— Work required —
Using the listing below, report all lines holding the word "them".

— Dataset records —

• • • • •

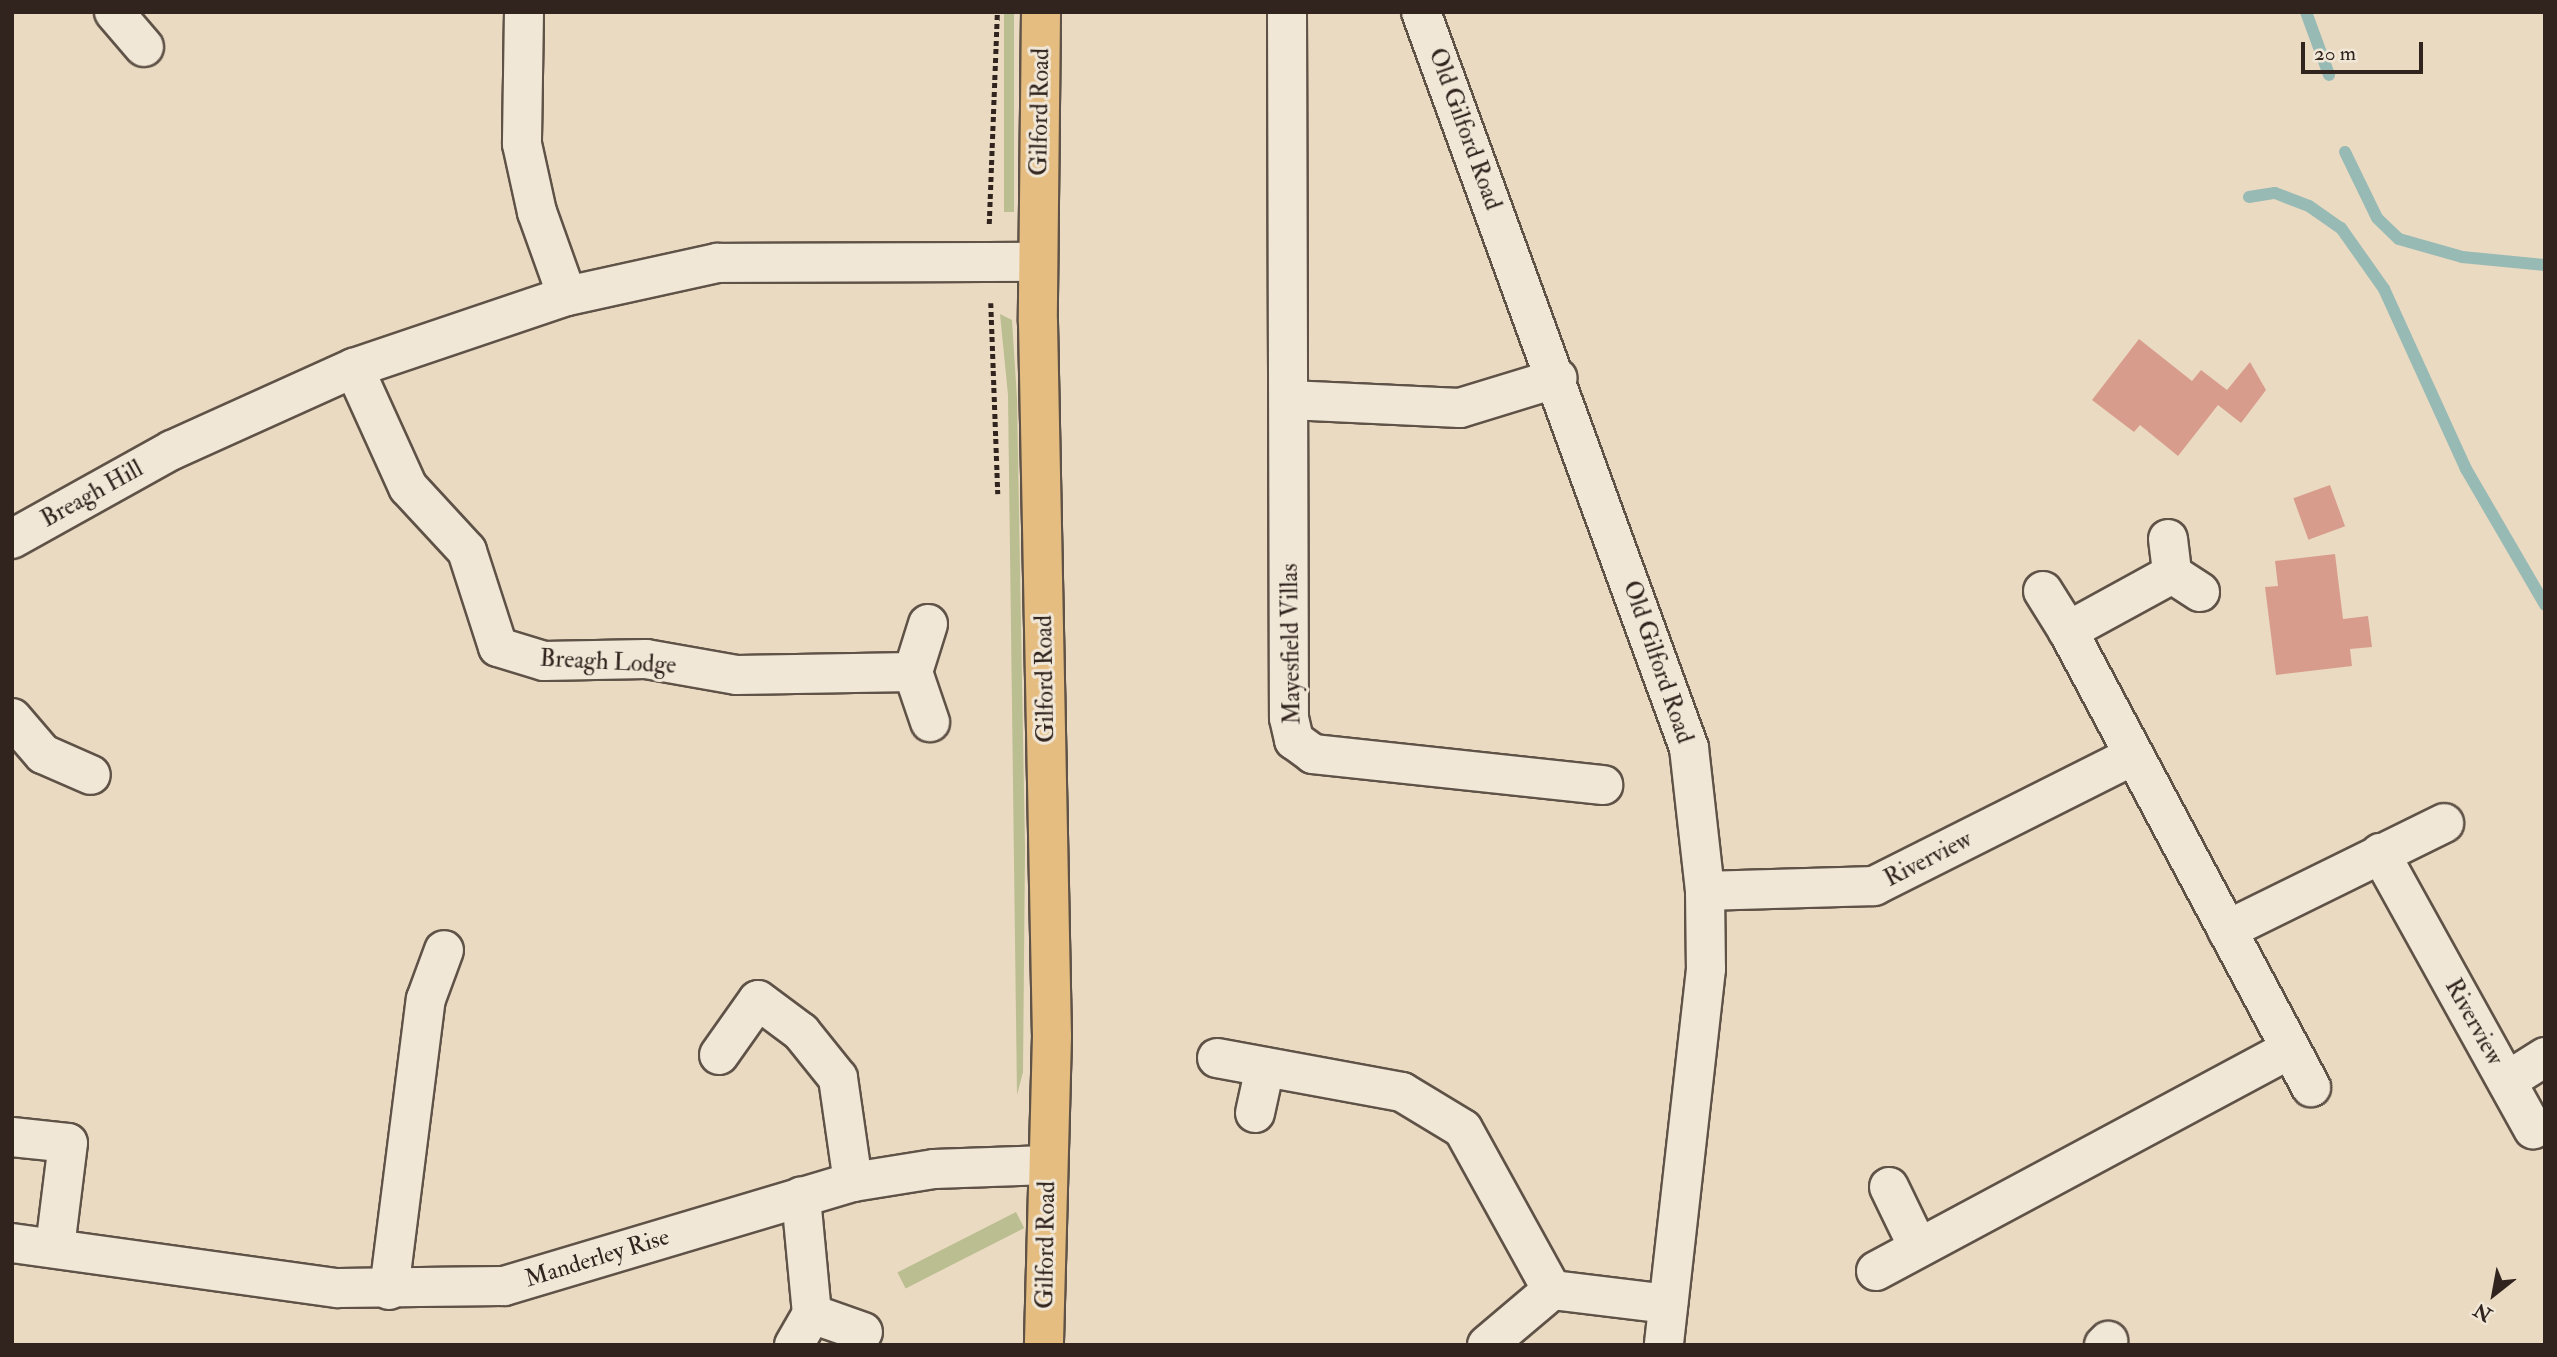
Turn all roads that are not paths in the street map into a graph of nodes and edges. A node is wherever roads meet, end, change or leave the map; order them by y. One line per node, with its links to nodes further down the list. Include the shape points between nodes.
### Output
1 (114, 12): 6 (street)
2 (524, 12): 8 (street, via 522,144 537,212)
3 (1041, 12): 7 (main road, Gilford Road)
4 (1287, 12): 11 (street, Mayesfield Villas)
5 (1421, 12): 10 (street, Old Gilford Road)
6 (144, 47)
7 (1037, 262): 8 (street, via 718,262); 38 (main road, Gilford Road, via 1052,1036)
8 (567, 296): 9 (street)
9 (354, 368): 12 (street, Breagh Hill, via 173,450); 17 (street, Breagh Lodge, via 408,487 467,551 498,647 544,661 646,659 737,675)
10 (1558, 378): 11 (street, via 1460,408); 25 (street, Old Gilford Road, via 1689,748)
11 (1289, 400): 22 (street, Mayesfield Villas, via 1289,718 1294,740 1313,754)
12 (12, 539)
13 (2180, 568): 16 (street)
14 (2043, 591): 16 (street)
15 (928, 624): 17 (street)
16 (2068, 631): 20 (street)
17 (913, 672): 18 (street)
18 (929, 722)
19 (15, 728): 21 (street, via 43,754)
20 (2132, 755): 25 (street, Riverview, via 1874,886); 26 (street)
21 (91, 775)
22 (1603, 785)
23 (2444, 823): 24 (street)
24 (2380, 853): 26 (street); 33 (street, Riverview)
25 (1705, 891): 48 (street, Old Gilford Road, via 1706,969)
26 (2227, 930): 28 (street)
27 (444, 950): 46 (street, via 426,999)
28 (2290, 1049): 34 (street); 43 (street)
29 (719, 1055): 39 (street, via 758,1000 801,1031 838,1078)
30 (2545, 1057): 33 (street, Riverview)
31 (1217, 1058): 32 (street)
32 (1265, 1067): 35 (street); 47 (street, via 1402,1091 1463,1129)
33 (2507, 1081): 36 (street, Riverview)
34 (2311, 1087)
35 (1255, 1113)
36 (2533, 1129)
37 (12, 1137): 44 (street, via 68,1143)
38 (1048, 1165): 39 (street, Manderley Rise, via 934,1169); 51 (main road, Gilford Road)
39 (853, 1182): 41 (street, Manderley Rise)
40 (1889, 1187): 43 (street)
41 (801, 1198): 46 (street, Manderley Rise, via 504,1286); 49 (street)
42 (12, 1243): 44 (street, Manderley Rise)
43 (1919, 1247): 45 (street)
44 (55, 1248): 46 (street, Manderley Rise, via 338,1288)
45 (1876, 1271)
46 (389, 1290)
47 (1552, 1290): 48 (street); 52 (street)
48 (1668, 1304): 53 (street, Old Gilford Road)
49 (803, 1329): 50 (street)
50 (863, 1332)
51 (1044, 1345)
52 (1487, 1345)
53 (1664, 1345)

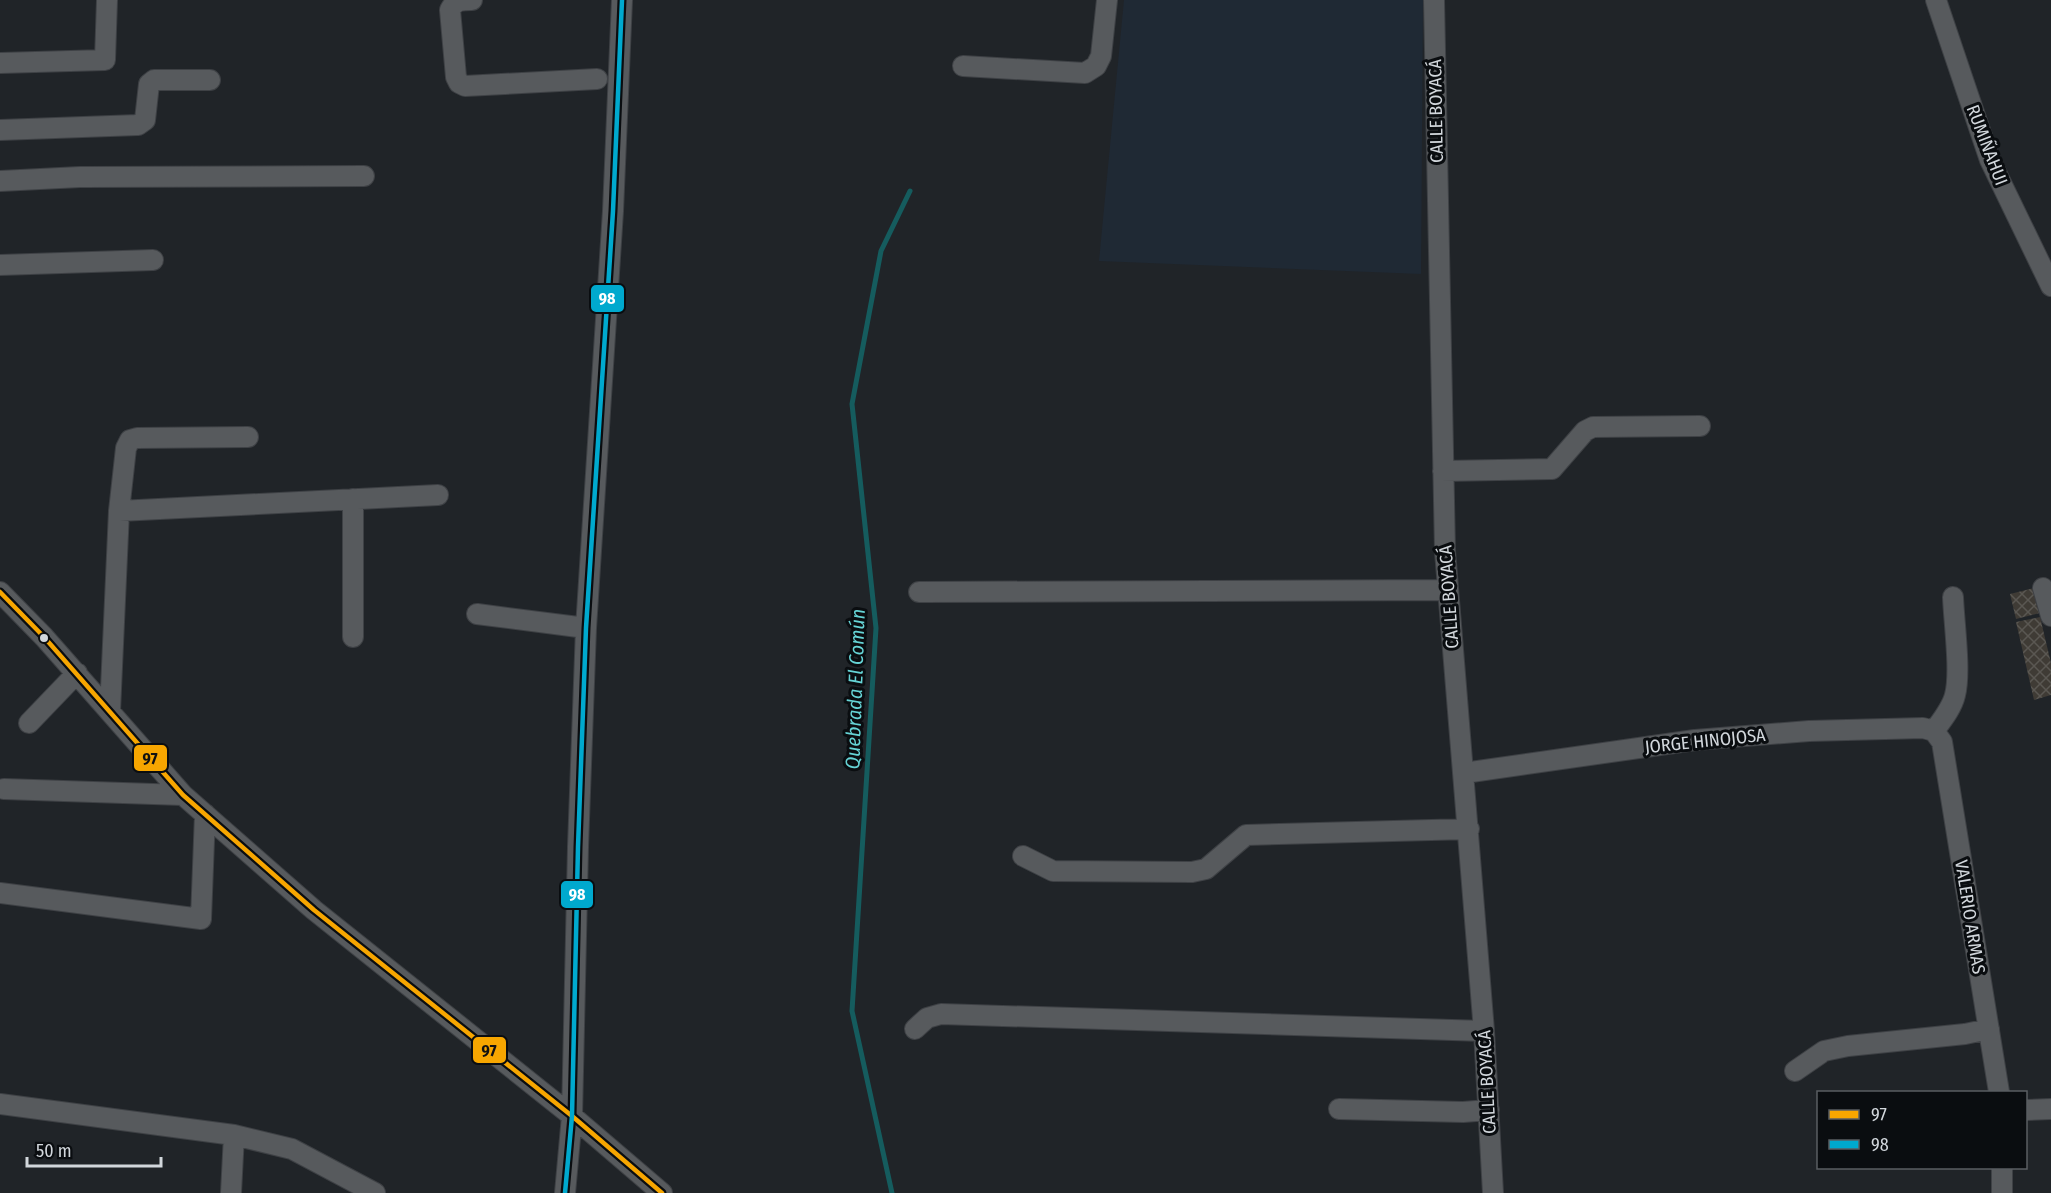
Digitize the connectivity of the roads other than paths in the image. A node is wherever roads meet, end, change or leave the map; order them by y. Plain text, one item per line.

• • • • •

— Written response —
Turn all roads that are not paths in the street map into a graph of nodes and edges. A node is wherever roads meet, end, change or leave the map; order them by y. One line per node, with its links to nodes further down the list. Include the shape points between nodes.
Digitize the connectivity of the roads other than paths in the image. A node is wherever roads meet, end, change or leave the map; order them by y. Plain text, one item per line.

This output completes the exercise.